Leaving the back door open, Liza stepped gingerly into the room, sticking to a narrow path that meandered through the almost unrecognizable kitchen between unstable cliffs of what looked to her like nothing but refuse. The mountains of garbage were tall enough that they obscured the windows, leaving the room in a hazy gloom. Although Liza knew this to be the kitchen, there was no longer any sign of either a stove or a sink. If her great-grandmother’s hand pump still existed, it was invisible, completely buried under masses of debris. The refrigerator was hidden behind another evil-smelling mound. Standing on tiptoe, Liza saw that the door to the freezer compartment was propped open, revealing a collection of long-abandoned contents, their labels indecipherable behind a thick layer of mold. Next to the fridge was the tall stand-alone bookcase that held her mother’s cookbooks. She could see the books, their titles completely obscured behind a thick curtain of undisturbed spiderwebs.

 

There were few things in life that Liza hated more than spiders and their sticky webs. These were clotted with the desiccated corpses of countless insects who had mistakenly ventured into the forest of silky threads and died for their trouble. Liza knew that hidden behind the layer of webs was the book she was charged with retrieving.

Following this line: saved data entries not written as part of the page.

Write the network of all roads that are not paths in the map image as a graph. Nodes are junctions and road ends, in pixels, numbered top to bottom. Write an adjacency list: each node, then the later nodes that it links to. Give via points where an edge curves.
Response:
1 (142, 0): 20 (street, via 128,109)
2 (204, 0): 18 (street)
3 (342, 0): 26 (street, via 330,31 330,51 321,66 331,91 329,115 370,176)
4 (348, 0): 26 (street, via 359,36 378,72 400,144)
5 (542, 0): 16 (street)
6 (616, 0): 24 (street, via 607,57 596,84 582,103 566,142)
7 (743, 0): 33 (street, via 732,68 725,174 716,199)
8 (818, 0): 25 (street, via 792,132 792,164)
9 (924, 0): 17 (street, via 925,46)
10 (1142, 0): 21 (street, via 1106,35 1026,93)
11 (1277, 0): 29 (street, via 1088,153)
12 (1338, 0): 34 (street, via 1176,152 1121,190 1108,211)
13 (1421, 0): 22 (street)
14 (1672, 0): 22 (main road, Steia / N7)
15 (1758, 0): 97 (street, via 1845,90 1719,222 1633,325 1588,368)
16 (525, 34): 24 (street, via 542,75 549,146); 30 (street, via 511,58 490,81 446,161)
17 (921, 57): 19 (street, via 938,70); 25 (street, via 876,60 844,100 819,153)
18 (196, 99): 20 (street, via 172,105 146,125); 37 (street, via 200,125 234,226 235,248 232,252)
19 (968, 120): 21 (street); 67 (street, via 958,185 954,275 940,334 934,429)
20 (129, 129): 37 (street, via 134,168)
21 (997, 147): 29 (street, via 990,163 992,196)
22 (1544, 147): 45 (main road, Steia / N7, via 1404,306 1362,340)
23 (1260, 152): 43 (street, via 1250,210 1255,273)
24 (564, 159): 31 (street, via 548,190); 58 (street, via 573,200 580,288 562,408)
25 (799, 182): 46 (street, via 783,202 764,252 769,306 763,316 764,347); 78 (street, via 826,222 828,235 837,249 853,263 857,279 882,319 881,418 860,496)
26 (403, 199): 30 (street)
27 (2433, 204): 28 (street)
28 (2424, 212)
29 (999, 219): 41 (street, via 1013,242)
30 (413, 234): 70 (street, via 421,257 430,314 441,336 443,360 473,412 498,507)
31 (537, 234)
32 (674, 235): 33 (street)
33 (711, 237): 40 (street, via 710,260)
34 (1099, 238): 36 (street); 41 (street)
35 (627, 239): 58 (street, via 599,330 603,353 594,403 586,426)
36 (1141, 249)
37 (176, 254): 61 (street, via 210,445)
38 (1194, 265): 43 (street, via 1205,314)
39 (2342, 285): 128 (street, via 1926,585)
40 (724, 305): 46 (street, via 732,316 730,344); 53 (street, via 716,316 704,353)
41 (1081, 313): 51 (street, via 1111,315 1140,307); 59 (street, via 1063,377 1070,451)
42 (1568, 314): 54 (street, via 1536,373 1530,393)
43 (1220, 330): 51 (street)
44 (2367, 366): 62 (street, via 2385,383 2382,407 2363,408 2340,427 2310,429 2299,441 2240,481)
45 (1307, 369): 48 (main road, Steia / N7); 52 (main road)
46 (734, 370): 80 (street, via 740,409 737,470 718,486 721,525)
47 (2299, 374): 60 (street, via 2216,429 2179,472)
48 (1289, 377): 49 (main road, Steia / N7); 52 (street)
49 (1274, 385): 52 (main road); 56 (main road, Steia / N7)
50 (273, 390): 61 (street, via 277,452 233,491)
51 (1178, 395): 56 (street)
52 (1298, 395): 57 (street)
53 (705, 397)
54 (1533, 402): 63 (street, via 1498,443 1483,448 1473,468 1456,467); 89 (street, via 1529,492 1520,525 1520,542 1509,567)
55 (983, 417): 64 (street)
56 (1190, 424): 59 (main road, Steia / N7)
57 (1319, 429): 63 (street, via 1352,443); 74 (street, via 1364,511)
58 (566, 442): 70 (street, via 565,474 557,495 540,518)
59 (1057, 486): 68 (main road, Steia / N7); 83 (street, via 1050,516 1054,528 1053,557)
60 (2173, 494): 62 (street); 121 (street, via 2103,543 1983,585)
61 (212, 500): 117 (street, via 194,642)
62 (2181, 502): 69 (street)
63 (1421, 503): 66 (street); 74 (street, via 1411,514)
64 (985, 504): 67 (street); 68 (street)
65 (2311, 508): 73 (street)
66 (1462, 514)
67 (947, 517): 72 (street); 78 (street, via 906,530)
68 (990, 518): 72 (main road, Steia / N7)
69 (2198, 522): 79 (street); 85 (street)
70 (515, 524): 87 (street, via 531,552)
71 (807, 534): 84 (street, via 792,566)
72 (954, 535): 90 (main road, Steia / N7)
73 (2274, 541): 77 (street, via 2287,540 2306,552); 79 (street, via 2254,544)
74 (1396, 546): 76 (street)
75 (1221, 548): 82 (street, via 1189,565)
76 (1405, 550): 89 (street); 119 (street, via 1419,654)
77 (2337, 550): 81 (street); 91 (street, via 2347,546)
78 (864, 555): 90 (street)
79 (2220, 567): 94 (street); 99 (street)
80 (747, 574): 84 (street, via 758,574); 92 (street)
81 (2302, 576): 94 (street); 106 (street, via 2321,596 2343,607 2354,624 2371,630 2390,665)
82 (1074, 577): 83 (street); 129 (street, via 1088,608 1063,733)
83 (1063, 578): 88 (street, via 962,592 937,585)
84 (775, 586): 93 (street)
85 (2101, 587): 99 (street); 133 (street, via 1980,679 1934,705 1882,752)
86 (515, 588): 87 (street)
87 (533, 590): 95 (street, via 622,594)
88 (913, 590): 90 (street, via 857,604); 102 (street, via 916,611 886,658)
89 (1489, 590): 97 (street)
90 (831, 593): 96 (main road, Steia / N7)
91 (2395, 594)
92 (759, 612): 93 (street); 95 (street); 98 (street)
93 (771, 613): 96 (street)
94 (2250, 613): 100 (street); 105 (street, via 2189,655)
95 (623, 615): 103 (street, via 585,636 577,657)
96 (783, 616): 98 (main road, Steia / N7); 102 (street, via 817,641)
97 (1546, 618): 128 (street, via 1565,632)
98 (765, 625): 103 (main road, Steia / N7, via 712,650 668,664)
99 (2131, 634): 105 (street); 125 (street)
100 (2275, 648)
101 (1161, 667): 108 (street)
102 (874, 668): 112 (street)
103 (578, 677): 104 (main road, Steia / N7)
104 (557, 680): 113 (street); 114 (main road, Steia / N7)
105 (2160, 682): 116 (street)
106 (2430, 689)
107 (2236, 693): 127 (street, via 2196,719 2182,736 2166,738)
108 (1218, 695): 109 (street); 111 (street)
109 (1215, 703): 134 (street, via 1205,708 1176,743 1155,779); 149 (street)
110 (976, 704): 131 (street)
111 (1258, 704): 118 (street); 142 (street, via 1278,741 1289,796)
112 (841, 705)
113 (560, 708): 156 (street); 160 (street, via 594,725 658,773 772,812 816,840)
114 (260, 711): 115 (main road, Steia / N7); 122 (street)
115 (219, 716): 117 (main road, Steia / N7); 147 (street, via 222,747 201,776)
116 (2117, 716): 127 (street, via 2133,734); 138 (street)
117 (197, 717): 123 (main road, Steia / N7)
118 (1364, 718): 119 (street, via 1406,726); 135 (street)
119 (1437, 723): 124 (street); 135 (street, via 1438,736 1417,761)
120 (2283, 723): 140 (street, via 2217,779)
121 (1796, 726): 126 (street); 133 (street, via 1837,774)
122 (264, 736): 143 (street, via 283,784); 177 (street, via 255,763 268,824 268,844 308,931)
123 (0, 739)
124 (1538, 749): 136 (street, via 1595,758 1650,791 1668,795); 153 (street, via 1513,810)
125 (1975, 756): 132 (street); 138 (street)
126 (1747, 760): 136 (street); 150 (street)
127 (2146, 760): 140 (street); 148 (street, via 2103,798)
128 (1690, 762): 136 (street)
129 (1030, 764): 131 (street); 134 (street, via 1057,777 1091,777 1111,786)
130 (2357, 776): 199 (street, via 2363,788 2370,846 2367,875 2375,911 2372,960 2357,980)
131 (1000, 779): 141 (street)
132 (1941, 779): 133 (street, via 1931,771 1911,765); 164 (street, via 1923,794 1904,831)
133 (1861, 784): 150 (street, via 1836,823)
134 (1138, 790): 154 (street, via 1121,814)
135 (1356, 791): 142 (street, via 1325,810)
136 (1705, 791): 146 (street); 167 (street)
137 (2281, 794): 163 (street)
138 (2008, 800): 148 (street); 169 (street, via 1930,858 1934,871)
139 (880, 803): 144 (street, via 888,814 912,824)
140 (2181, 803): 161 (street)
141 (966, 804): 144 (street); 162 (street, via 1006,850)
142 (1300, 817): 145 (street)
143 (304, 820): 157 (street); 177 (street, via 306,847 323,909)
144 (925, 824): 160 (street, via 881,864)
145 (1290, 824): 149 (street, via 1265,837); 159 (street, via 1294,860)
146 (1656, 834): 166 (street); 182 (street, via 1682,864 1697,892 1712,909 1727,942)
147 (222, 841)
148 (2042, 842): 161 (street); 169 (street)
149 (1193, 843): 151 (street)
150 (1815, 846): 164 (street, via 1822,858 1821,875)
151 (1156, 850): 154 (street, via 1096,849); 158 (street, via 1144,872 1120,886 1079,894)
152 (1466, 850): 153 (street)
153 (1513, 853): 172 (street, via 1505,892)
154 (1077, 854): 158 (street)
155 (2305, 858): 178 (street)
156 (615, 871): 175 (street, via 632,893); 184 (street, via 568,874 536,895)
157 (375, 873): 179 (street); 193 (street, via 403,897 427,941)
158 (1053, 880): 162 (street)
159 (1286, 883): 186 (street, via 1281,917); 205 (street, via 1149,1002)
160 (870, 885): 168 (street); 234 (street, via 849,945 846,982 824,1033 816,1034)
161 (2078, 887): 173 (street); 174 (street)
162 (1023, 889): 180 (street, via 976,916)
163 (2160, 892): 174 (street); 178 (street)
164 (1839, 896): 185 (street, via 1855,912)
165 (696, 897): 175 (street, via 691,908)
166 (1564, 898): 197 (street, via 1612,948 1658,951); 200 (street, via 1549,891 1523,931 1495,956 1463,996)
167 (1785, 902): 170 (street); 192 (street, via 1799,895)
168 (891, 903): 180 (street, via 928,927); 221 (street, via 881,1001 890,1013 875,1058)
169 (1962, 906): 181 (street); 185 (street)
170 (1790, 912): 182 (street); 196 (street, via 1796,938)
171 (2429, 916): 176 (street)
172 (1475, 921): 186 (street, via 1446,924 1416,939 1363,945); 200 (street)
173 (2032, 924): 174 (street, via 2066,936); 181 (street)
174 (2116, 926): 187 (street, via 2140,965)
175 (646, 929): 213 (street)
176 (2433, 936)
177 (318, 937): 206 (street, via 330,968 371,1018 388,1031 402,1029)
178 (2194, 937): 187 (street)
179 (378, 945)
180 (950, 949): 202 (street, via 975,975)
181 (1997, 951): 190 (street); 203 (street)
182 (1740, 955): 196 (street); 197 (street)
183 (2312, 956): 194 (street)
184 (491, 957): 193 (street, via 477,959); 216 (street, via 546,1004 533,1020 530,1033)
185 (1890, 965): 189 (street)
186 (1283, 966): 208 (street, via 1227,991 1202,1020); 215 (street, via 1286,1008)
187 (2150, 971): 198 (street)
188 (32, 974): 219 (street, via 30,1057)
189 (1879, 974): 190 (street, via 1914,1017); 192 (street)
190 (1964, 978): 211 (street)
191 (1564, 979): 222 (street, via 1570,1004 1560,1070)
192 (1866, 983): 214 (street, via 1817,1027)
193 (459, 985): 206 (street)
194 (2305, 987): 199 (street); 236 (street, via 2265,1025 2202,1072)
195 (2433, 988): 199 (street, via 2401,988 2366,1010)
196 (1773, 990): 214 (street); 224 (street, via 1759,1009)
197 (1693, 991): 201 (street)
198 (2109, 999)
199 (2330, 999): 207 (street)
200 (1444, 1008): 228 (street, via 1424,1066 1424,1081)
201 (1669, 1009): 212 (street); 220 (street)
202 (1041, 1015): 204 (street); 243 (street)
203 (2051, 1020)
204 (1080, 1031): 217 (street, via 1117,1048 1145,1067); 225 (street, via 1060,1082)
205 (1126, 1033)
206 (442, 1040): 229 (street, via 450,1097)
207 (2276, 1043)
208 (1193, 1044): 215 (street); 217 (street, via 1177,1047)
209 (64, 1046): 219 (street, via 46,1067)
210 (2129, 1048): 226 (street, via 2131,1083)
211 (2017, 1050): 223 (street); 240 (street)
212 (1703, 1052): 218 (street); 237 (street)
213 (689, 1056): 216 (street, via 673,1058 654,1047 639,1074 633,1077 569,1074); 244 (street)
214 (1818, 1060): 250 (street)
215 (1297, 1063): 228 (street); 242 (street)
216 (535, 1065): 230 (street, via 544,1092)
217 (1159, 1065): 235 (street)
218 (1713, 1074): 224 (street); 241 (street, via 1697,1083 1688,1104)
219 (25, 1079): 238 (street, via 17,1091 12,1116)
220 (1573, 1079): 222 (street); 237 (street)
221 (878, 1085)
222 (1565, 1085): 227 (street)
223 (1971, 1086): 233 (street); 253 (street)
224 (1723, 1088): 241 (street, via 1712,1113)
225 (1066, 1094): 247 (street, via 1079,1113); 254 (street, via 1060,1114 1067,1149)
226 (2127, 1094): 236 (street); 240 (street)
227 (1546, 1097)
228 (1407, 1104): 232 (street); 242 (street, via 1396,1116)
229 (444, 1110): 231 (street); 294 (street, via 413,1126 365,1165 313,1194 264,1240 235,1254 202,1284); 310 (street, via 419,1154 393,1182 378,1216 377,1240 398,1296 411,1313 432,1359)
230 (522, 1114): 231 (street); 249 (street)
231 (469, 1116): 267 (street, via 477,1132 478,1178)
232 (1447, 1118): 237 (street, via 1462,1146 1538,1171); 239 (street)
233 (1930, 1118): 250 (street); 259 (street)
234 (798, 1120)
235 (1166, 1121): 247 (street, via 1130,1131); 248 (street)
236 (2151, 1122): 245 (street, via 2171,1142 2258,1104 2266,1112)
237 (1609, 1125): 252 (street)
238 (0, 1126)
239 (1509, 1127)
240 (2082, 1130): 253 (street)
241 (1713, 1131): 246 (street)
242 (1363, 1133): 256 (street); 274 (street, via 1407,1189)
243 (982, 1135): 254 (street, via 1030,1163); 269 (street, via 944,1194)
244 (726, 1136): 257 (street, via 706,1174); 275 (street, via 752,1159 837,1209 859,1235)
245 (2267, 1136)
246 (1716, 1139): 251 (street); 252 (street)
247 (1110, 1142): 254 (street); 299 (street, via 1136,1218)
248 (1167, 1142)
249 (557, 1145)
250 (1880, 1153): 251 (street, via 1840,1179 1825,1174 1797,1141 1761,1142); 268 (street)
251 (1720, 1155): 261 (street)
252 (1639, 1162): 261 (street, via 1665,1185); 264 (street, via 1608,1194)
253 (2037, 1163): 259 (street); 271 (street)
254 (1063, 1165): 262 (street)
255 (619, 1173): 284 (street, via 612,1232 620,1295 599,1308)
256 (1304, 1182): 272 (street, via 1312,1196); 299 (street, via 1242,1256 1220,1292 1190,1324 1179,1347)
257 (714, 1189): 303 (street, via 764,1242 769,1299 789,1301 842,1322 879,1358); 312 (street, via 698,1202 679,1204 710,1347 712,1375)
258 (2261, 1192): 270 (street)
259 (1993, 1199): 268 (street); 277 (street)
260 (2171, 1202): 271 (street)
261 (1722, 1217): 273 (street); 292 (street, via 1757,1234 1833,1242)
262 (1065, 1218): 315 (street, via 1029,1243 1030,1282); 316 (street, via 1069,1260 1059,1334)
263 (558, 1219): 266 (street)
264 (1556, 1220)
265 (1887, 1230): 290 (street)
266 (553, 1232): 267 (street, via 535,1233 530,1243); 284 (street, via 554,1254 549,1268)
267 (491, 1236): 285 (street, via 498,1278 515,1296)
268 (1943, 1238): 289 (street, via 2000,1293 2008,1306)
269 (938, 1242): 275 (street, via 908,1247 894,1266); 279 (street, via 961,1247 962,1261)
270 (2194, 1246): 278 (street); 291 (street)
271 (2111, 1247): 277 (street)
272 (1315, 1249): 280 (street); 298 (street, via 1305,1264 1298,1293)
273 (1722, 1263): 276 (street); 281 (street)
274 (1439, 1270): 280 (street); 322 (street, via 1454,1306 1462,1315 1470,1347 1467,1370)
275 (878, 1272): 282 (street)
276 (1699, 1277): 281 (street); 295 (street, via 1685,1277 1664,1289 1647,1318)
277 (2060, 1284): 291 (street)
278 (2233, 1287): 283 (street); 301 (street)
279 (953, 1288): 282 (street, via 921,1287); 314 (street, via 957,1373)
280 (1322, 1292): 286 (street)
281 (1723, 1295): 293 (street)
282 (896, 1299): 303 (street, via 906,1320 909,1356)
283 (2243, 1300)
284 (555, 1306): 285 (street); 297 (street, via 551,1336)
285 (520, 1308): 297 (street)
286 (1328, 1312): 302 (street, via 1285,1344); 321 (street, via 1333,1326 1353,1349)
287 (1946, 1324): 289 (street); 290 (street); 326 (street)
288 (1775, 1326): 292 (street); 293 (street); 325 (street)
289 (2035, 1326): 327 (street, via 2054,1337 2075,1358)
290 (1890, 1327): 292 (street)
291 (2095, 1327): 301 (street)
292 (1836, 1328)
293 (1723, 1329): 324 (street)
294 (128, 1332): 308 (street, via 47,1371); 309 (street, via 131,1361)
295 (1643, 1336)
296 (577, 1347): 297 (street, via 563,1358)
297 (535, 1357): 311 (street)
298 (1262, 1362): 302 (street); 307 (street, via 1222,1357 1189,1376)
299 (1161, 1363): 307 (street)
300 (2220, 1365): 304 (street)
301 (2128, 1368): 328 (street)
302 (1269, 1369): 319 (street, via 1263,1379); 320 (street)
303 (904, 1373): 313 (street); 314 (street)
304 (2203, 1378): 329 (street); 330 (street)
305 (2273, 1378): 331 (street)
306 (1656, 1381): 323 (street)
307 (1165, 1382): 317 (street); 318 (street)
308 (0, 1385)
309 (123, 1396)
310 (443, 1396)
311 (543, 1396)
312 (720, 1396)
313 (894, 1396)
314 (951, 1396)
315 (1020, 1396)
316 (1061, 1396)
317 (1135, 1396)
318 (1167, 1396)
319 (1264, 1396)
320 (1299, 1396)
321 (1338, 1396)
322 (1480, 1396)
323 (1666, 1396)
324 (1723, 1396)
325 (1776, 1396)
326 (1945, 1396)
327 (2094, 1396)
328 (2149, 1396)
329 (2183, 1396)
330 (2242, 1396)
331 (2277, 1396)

If she squinted, she could almost make out the bright red letters of the title through the scrim of fibers.

 

Gritting her teeth, Liza pushed the webs aside far enough to reach the book. She had the cover in her hand when a spider glided down a web and landed on her arm. Screaming and leaping backward, Liza dropped the book and, with a desperate whack from the back of her hand, sent the startled spider sailing across the room. When Liza looked down, she saw that the book had landed spine up on the floor, sitting like a little tent pitched on the dirty floor among an accumulation of mouse turds. And scattered across the filthy floor around the half-opened book were what appeared to be five one-hundred-dollar bills.

 

For a moment, Liza could barely believe what she was seeing. Squatting down, she picked them up one at a time. The unaccustomed gloves on her hands made for clumsy fingers, and it didn’t help that her hands were shaking. She examined the bills. They looked real enough, but where had they come from, and what were they doing in Selma’s copy of Joy of Cooking?

 

Stuffing the bills in the pocket of her jeans, Liza picked up the book itself. Holding it by the spine, she flapped the pages in the air. As she did so, two more bills fluttered out from between the pages and drifted to the floor.